One reason for this accusation of collusion lies in the fact that two of Kenyatta's friends were given city jobs by Rizzo. Wycliffe Jangdharrie was appointed to a $19,500-a-year patronage job and Wilmer B. Woodland became a $21,500-a-year special assistant to a gang control program. Personnel records on Woodland are not available, but Jangdharrie was appointed just two months before Kenyatta decided to run for mayor and terminated within a year of the primary. Kenyatta says Woodland was appointed at the beginning of Rizzo's term and adds that Jangdharrie counseled him against running in the primary.

Hill remains bitter towards Kenyatta even seven years after the campaign He notes that, though he has run against many candidates, he felt that in particular he could not trust Kenyatta. Now a judge on the Court of Common Pleas in Philadelphia. Hill says that during the campaign he felt that his opponent was running simply to help Rizzo, who was later implicated in an anti-Black police brutality scandal, win. Today, Hill feels Kenyatta ran because "he is interested in promoting himself, however the chips may fall."

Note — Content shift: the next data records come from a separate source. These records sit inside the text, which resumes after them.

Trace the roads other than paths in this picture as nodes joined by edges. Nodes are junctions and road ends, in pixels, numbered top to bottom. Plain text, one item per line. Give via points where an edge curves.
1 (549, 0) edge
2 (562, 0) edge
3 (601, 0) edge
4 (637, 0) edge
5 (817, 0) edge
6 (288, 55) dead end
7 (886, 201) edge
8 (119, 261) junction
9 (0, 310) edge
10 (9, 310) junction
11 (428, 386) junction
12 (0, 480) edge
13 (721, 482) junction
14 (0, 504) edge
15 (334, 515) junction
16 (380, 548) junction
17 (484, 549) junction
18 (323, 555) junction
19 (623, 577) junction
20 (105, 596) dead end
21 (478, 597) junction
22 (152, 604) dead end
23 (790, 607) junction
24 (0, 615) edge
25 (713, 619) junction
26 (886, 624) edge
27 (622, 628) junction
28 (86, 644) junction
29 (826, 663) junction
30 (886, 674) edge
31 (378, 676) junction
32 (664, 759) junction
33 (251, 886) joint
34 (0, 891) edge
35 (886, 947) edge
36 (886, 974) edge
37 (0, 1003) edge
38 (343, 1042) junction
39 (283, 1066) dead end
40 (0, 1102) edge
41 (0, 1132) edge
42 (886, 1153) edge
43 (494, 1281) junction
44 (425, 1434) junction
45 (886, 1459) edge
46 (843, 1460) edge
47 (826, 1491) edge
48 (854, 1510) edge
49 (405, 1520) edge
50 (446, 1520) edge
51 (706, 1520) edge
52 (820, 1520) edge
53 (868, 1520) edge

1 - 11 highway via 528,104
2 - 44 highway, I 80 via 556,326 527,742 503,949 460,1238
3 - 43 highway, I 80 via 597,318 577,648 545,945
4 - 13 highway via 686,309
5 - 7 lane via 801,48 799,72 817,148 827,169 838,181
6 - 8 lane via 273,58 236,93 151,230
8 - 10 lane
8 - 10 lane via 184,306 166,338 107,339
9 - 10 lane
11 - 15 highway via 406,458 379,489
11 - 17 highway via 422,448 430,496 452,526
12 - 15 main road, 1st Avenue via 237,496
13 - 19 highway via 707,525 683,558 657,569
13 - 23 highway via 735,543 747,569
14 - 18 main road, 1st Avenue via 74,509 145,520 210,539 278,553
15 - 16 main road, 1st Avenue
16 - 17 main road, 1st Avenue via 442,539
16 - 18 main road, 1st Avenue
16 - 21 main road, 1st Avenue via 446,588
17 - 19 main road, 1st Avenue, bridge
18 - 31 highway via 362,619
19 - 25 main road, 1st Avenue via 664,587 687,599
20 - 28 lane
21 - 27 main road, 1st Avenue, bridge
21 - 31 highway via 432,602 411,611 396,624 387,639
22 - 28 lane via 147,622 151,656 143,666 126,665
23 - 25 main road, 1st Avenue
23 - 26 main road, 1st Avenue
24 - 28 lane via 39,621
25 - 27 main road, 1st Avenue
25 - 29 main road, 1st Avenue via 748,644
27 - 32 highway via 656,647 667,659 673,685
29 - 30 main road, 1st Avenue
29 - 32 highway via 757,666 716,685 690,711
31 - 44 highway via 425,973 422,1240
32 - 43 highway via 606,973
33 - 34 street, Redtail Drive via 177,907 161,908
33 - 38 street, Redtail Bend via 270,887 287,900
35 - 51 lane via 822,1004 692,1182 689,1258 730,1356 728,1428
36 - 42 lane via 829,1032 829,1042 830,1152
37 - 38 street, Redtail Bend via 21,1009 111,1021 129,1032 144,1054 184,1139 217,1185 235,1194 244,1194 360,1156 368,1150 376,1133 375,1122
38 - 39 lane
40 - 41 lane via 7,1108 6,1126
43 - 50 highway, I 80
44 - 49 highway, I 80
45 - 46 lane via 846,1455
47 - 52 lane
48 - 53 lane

Whatever his reasons for running, Kenyatta did not have much of an effect on the race in the end. Except for his influence on the Hill campaign, which spent a great deal of time trying to discredit his candidacy, he left little mark on the election. Even in Black wards, Kenyatta picked up so few Black votes that the Philadelphia Inquirer termed his candidacy "inconsequential" and Rizzo easily won more votes than all his opponents.

Although some Philadelphia political leaders may doubt Kenyatta's dedication to civil rights, at least the FBI did not doubt his potential for causing racial trouble in 1969. In April of that year, three FBI agents sent a phony threat letter to Kenyatta while he was at Tougaloo College in Mississippi, working with the Jackson Human Rights project. The letter--which was signed by the "Tougaloo College Defense Committee" and approved by FBI headquarters under the bureau's Counter-Intelligence Program against "Black nationalist" groups--stated that the group disapproved of Kenyatta's activities at Tougaloo. "You are directed to remain away from this campus," it told him.

It also warned Kenyatta that, if he did not take the group's advice, they might "take other measures available to us which would have a more direct effect and which would not be as cordial as this note."

The FBI memorandum asking for approval of this letter speculates that the letter would give Kenyatta, then Donald Jackson, the impression he had been discredited on the campus. The memo adds that it might also cause him to return to Pennsylvania, which he did within a month of receiving it. Now, he is suing the three FBI agents responsible.

The government claims that the letter was not the reason Kenyatta left Tougaloo. Gordon W. Daiger, the Justice Department attorney who is representing the three agents, contends Kenyatta left Tougaloo for other reasons, including the opportunity to work with a new civil rights group in Philadelphia. According to lawyers on both sides of the ease, the suit, which was filed in 1977 should come to trial within six months.

Kenyatta is sure he is as dedicated to civil rights now as he was when he was a student at Tougaloo. Although others may think differently, he does not think anything in his past or present is inconsistent with his support for minority issues.

"For some people, the issue regarding Black oppression in this country is an issue of finding a good master versus a bad master," he says. "My perspective is that... it doesn't matter whether [the master] is Simon Legree or James Vorenberg.... I want to be the master... I want our people to be the masters of their own fate."